Crisis of veterans’ suicides is too often ignored
Boston Globe
By Kevin Cullen
GLOBE COLUMNIST
MAY 06, 2014

I’m guessing that you and I know far more than we ever needed to know about the moronic billionaire who, for the time being, still owns the Los Angeles Clippers.

Meanwhile, Benghazi’s back. As if it ever went away. With Hillary Clinton eyeing the White House, Republicans will be shouting “Benghazi!” the next two years.

When the media and politicians get their teeth into something, it’s hard to break the grip.

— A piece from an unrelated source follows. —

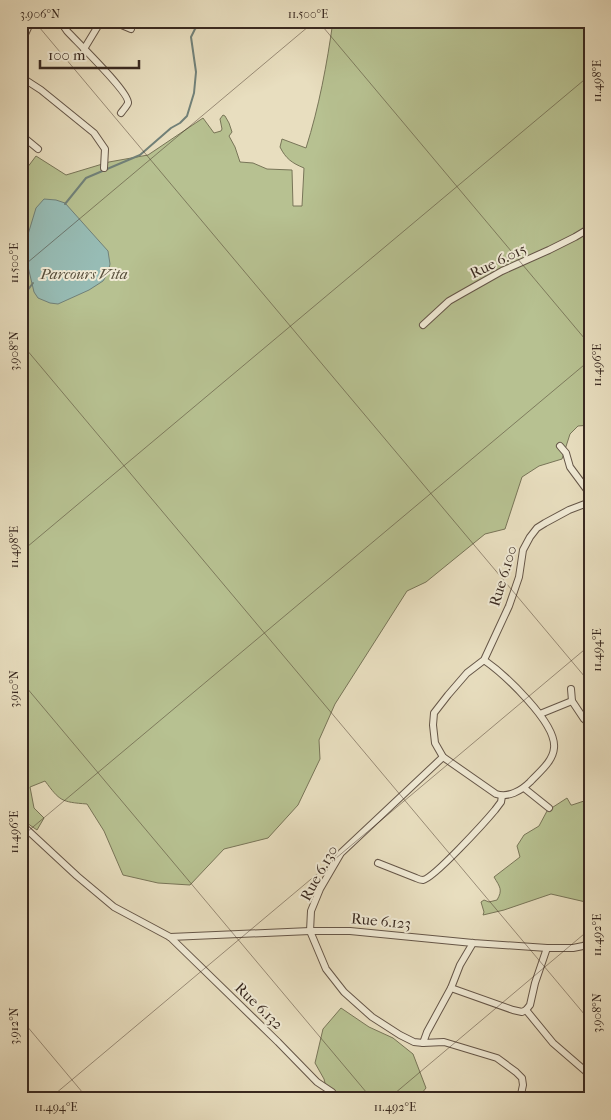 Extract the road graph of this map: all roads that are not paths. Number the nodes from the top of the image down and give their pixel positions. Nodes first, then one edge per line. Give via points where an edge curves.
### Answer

So why won’t they sink their teeth into something more important than the controversy du jour?

The Veterans Administration says 22 veterans kill themselves every day.

Think about it. In March, not a single American service member was killed in action in Afghanistan or Iraq. But during that month, almost 700 veterans committed suicide.

The silence is deafening.

Dan Magoon, a Boston firefighter and Army vet who heads the Massachusetts Fallen Heroes Memorial Fund, has a theory. “It’s that 1 percent thing,” he said.

During a decade of war, 1 percent of Americans put themselves in harm’s way. The wars have been out of sight, out of mind, and so have those who fought them.

Many politicians are quick to send young people to war. They are less quick to help those who come back with the invisible wounds of war: traumatic brain injury and post-traumatic stress.